I have been told this a great forum to use for general questions for Expats!

I need help to work out what to do with uk income while in Canada. I am self employed and edit images for a UK client but live in Canada. I am paid in UK pounds and currently move the money to my Canadian account and claim the tax as foreign income when it comes to tax season here (which I understood was the correct way to do it)

However, I have a letter from the HMRC saying I didn't file a tax return for last year (I told them I had emigrated but assume they just didn't update their records) so now I am wondering should I be claiming the income in the UK which would mean being taxed in the UK also. I have a UK bank account where the money is paid into and then sent to Canada. (It is not a lot of money but I still claim it as income here).

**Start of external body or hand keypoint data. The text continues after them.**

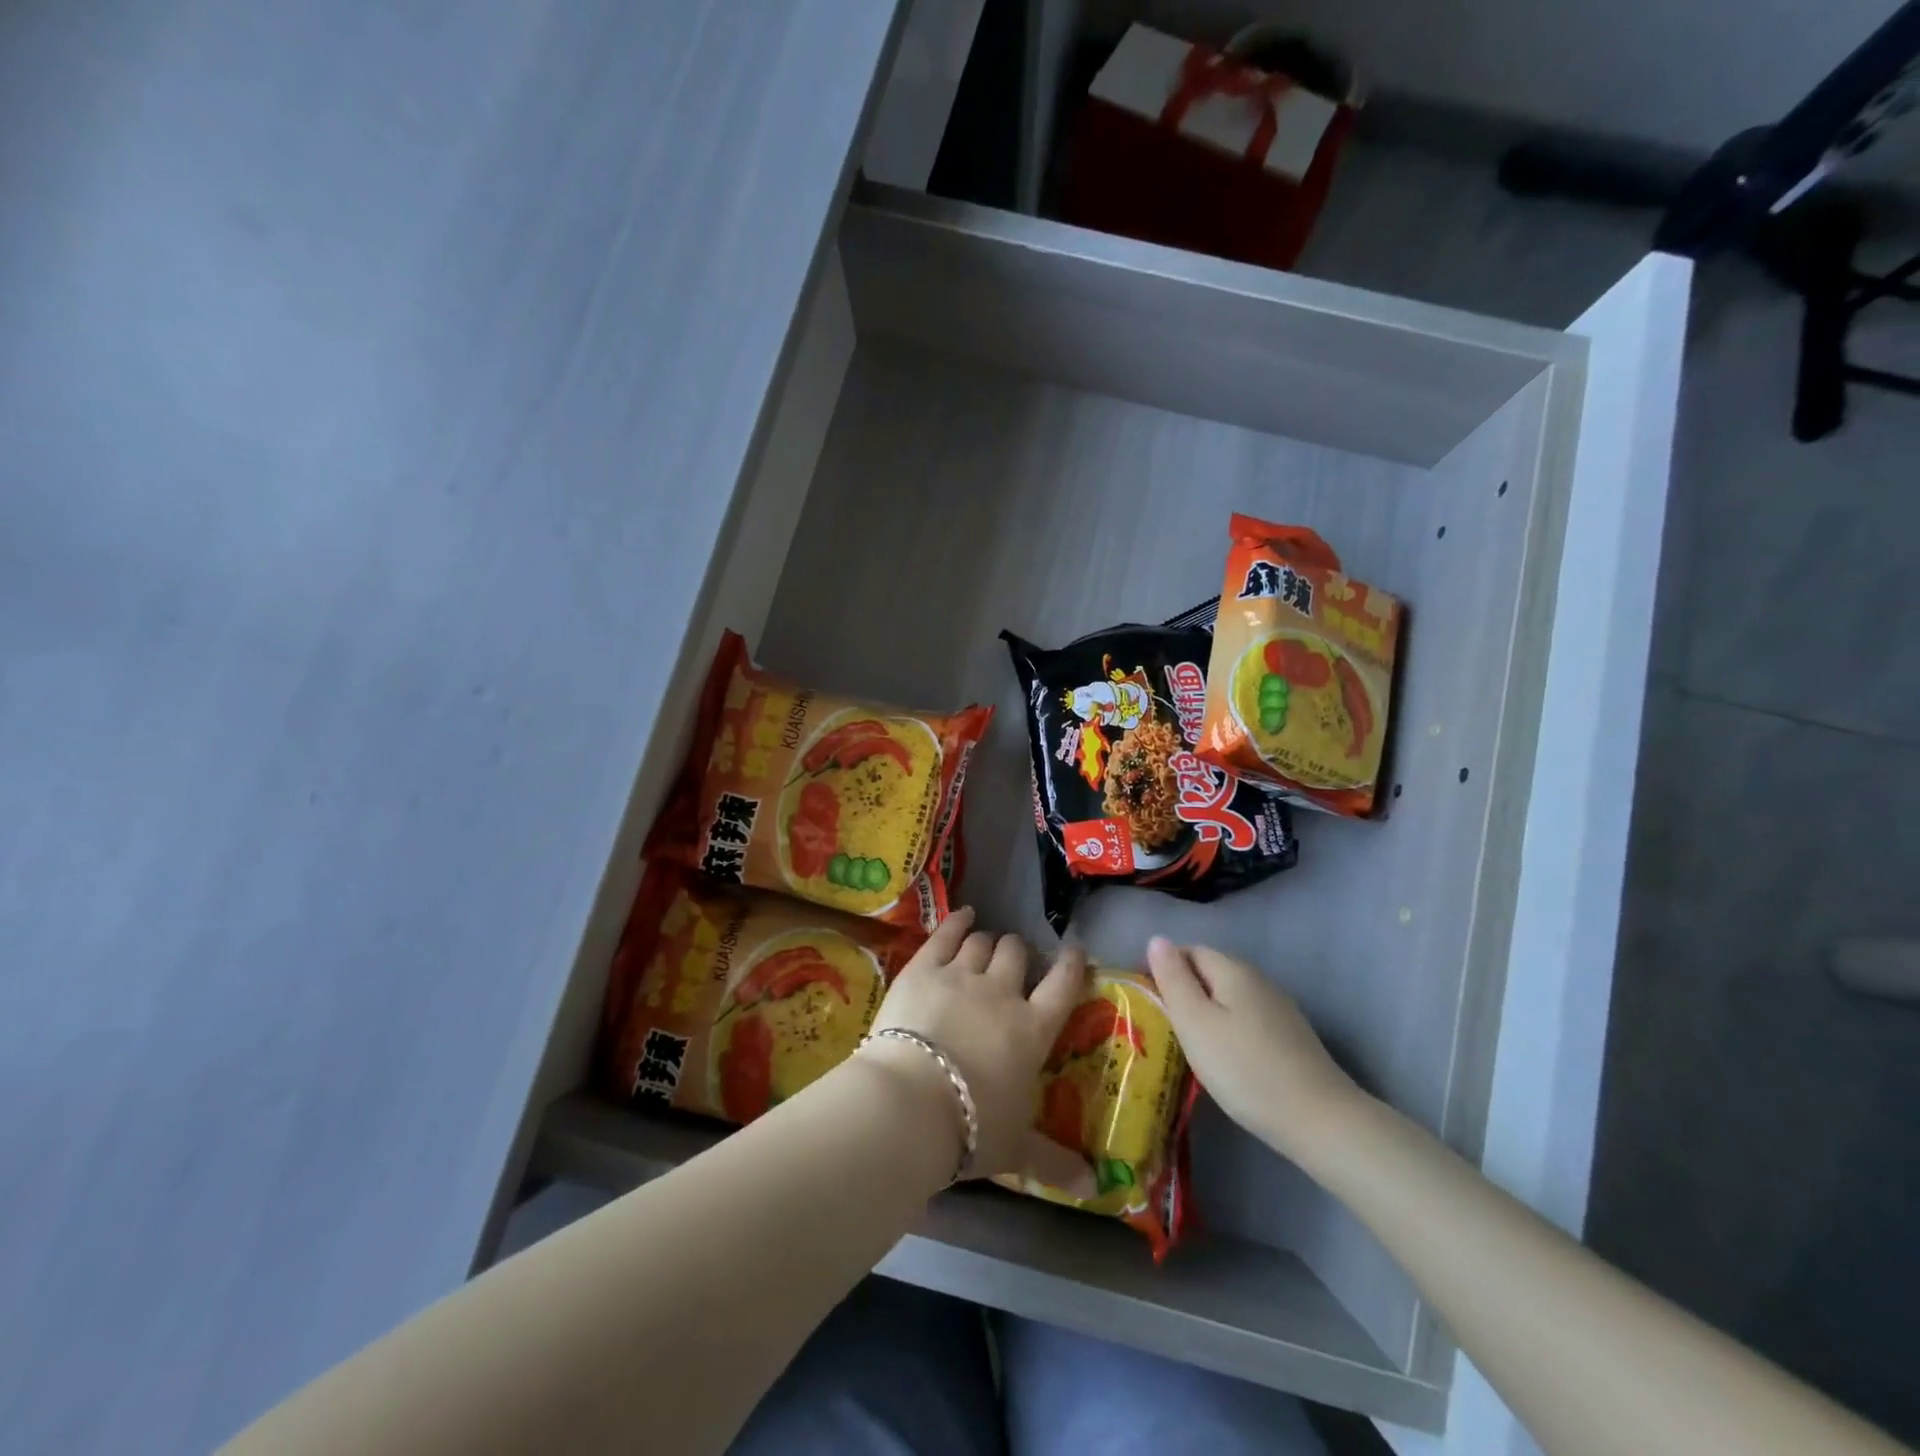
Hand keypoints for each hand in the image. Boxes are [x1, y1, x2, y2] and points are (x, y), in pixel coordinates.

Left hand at [861, 907, 1092, 1194]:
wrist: (909, 1104)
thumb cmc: (970, 1128)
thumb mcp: (1016, 1148)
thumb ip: (1054, 1161)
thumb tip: (1095, 1189)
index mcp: (1032, 1030)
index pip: (1062, 985)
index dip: (1071, 964)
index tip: (1073, 951)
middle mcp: (1002, 993)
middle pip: (1018, 955)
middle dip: (1020, 952)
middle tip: (1016, 960)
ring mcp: (961, 975)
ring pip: (983, 943)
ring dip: (989, 941)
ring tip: (988, 945)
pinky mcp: (923, 968)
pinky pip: (945, 934)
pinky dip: (957, 921)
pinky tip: (964, 914)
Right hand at [1146, 937, 1361, 1162]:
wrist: (1319, 1120)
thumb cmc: (1244, 1068)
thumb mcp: (1195, 1022)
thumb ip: (1173, 979)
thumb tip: (1156, 939)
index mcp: (1233, 969)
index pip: (1189, 951)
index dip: (1163, 968)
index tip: (1146, 1000)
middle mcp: (1259, 979)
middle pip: (1210, 972)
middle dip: (1184, 991)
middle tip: (1163, 1026)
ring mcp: (1279, 1008)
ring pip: (1229, 997)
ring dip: (1206, 1012)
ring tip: (1189, 1046)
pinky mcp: (1291, 1036)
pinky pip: (1247, 1019)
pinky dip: (1229, 1030)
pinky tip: (1226, 1059)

To clarify, the work I do can be done anywhere, i.e I could be anywhere in the world and still work so I just need to work out if I am paying the taxes correctly!

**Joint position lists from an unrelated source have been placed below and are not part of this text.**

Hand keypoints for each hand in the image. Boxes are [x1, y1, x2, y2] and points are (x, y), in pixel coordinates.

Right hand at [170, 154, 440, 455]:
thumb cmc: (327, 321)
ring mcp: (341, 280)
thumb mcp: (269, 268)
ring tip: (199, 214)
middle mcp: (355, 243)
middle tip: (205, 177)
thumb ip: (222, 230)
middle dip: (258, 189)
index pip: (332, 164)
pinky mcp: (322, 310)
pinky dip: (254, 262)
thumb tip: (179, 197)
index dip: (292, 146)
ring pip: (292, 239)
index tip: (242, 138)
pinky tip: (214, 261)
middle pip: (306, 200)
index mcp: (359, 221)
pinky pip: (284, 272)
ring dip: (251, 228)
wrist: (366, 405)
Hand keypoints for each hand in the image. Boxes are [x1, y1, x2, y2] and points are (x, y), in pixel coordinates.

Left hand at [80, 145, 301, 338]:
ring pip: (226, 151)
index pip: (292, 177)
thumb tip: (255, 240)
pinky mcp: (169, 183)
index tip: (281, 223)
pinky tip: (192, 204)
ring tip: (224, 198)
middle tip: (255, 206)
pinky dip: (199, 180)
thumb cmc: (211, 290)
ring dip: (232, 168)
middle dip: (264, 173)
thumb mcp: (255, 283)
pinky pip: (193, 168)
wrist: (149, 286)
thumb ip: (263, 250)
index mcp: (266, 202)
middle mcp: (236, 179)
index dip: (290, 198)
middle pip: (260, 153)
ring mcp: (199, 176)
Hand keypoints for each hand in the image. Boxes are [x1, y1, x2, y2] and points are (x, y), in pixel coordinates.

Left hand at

ALSO - Should I still pay NI in the UK??? 

Thank you for any help! (any websites to look at would help)

Will.


----------



## Auld Yin (Mar 10, 2009)

Canada and UK have a tax treaty. Any tax paid in the UK is deductible from any tax owed in Canada. This eliminates double taxation.


----------



## JGK (Dec 12, 2009)

I assume you were filing self assessments in the UK which is why you got the query.

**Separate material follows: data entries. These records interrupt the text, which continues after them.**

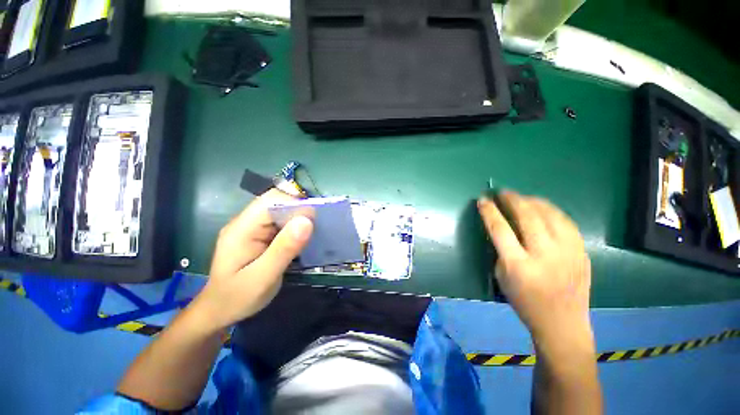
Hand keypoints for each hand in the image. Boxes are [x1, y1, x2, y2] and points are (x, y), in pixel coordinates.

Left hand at [192, 189, 313, 330]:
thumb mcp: (263, 278)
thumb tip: (307, 221)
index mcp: (242, 229)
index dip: (295, 204)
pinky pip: (281, 222)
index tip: (315, 219)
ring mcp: (253, 228)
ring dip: (299, 219)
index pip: (271, 201)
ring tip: (313, 233)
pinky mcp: (260, 235)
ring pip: (281, 211)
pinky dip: (295, 227)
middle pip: (277, 203)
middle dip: (299, 211)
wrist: (220, 311)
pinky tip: (303, 238)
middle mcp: (246, 222)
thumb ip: (284, 249)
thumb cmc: (237, 298)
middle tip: (317, 227)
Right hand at [477, 191, 593, 349]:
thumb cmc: (525, 301)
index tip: (483, 200)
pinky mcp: (582, 252)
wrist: (563, 323)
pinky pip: (566, 222)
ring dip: (532, 201)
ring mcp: (568, 252)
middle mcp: (544, 255)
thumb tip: (503, 227)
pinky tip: (543, 208)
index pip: (500, 229)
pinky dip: (551, 210)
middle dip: (512, 199)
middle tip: (502, 192)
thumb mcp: (502, 276)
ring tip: (521, 197)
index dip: (489, 212)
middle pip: (527, 216)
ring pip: (550, 215)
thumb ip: (502, 249)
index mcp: (519, 265)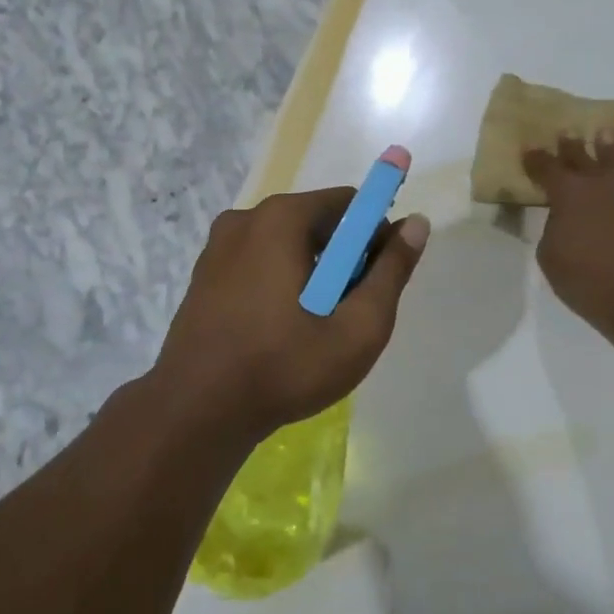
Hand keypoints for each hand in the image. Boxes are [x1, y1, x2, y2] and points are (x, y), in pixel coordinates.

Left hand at [150, 190, 430, 443]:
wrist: (197, 411)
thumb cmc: (285, 366)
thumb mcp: (358, 326)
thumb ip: (391, 271)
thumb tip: (417, 223)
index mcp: (281, 218)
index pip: (348, 203)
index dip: (373, 236)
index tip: (375, 281)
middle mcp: (245, 218)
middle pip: (316, 222)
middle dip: (341, 258)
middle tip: (346, 312)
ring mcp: (218, 246)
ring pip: (285, 244)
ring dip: (310, 272)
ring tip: (312, 327)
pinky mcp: (203, 274)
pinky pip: (257, 262)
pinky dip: (278, 282)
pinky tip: (278, 329)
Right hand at [524, 135, 613, 349]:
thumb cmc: (587, 281)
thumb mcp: (550, 256)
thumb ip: (553, 226)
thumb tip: (564, 215)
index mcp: (569, 192)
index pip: (546, 167)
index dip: (535, 159)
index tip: (529, 150)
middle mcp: (603, 181)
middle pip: (582, 155)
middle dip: (570, 145)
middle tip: (566, 133)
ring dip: (608, 148)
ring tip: (604, 136)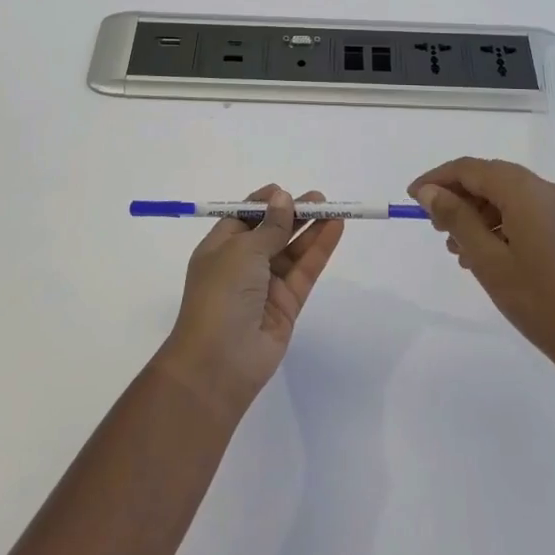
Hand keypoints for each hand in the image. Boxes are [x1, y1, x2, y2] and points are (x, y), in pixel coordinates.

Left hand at [155, 186, 344, 418]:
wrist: (219, 363)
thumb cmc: (221, 295)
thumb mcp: (243, 252)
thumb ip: (270, 226)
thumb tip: (282, 198)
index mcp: (219, 249)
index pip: (243, 219)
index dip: (263, 204)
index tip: (284, 191)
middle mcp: (241, 266)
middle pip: (271, 232)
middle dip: (293, 214)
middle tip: (320, 198)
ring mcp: (265, 286)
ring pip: (292, 250)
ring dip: (310, 229)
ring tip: (333, 208)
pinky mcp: (286, 305)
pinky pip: (305, 271)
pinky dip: (319, 249)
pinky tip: (335, 229)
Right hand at [410, 158, 554, 382]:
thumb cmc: (538, 302)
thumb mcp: (487, 260)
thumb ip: (456, 218)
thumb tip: (429, 191)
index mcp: (527, 192)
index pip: (471, 169)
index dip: (438, 178)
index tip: (412, 199)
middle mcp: (546, 191)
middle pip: (490, 178)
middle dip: (457, 196)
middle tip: (432, 226)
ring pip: (507, 196)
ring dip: (476, 212)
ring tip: (455, 247)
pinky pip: (524, 212)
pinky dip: (498, 224)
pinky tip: (483, 254)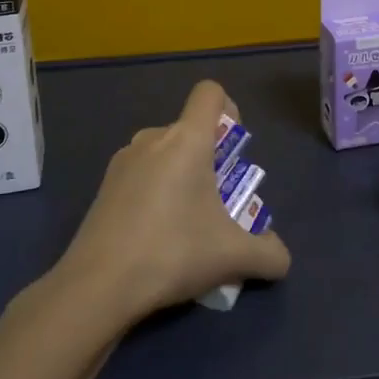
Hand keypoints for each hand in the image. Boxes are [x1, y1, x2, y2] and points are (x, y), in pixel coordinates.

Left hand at [54, 80, 291, 325]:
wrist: (97, 285)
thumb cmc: (172, 252)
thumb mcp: (233, 257)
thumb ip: (268, 254)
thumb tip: (280, 259)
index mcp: (187, 139)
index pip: (210, 93)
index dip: (228, 110)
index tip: (233, 153)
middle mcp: (153, 137)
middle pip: (189, 129)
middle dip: (209, 158)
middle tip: (217, 203)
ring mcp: (124, 160)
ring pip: (164, 153)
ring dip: (181, 176)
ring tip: (187, 224)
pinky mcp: (105, 185)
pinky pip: (141, 174)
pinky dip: (155, 192)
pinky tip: (155, 236)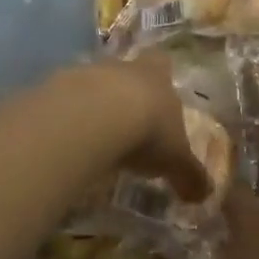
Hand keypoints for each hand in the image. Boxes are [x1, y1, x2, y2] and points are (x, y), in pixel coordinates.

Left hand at [69, 55, 213, 203]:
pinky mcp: (53, 87)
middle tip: (126, 120)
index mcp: (156, 76)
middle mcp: (121, 67)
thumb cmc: (147, 131)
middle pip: (124, 71)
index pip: (162, 63)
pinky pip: (62, 101)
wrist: (93, 117)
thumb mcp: (175, 160)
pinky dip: (66, 117)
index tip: (159, 89)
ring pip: (91, 83)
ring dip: (93, 104)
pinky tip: (68, 139)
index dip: (161, 74)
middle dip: (125, 92)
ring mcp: (84, 73)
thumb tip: (205, 195)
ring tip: (94, 134)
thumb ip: (189, 175)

Other than that UK tax is a black hole I only ever did PAYE.

As for NI, i kept paying in until i reached the 30 year mark so I qualify for the full state pension.

You can do an assessment and even pay a lump sum to build your contribution years up if you want, I was paying ~7 pounds a month in NI when i completed my 30 yrs payments.


----------



## willstar (Mar 5, 2014)

*thanks with extra questions!*

Thank you for the info!

So I should continue to pay NI? 

I am just not sure if I should pay the tax on the income in the UK or in Canada? I understand there is a tax treaty but I just need to work out if its ok to move the money from the UK to Canada and declare it as income here OR declare the income in the UK and then move it? 

Hope that makes sense!

It may be a question for the tax office but if I can get an answer here it would help!

Thank you either way!

Wills.


----------



## Brockthebadger (May 11, 2012)

Hi
We have our pensions paid from the UK and pay tax on it here in Canada. We treat it, as you do, as foreign income. I believe we had to determine in which country we were "Resident" for tax purposes. It is not linked to your status but where you deem to be "home".

Having made that declaration to UK tax we no longer had any correspondence from them.

In terms of NI you can get a statement of your contributions and the pension you would receive. You can then determine whether to continue paying NI and for how long. It all depends on your contributions. Check out their website.

Hope that helps.


----------



## willstar (Mar 5, 2014)

*thank you*

Thank you for the info, really helpful!

Wills.


----------



## nikkisizer (Aug 20, 2011)

Hello Wills,

If you are classed as tax resident in Canada that will be where you will declare your self employed income.

However, if HMRC issue you with a tax return you will still need to file it in order to avoid late filing penalties.

With regards to national insurance contributions, you can pay voluntary Class 2 NIC's whilst you are abroad, please refer to the link below for further information:

Voluntary national insurance contributions - The Pensions Advisory Service (TPAS)


----------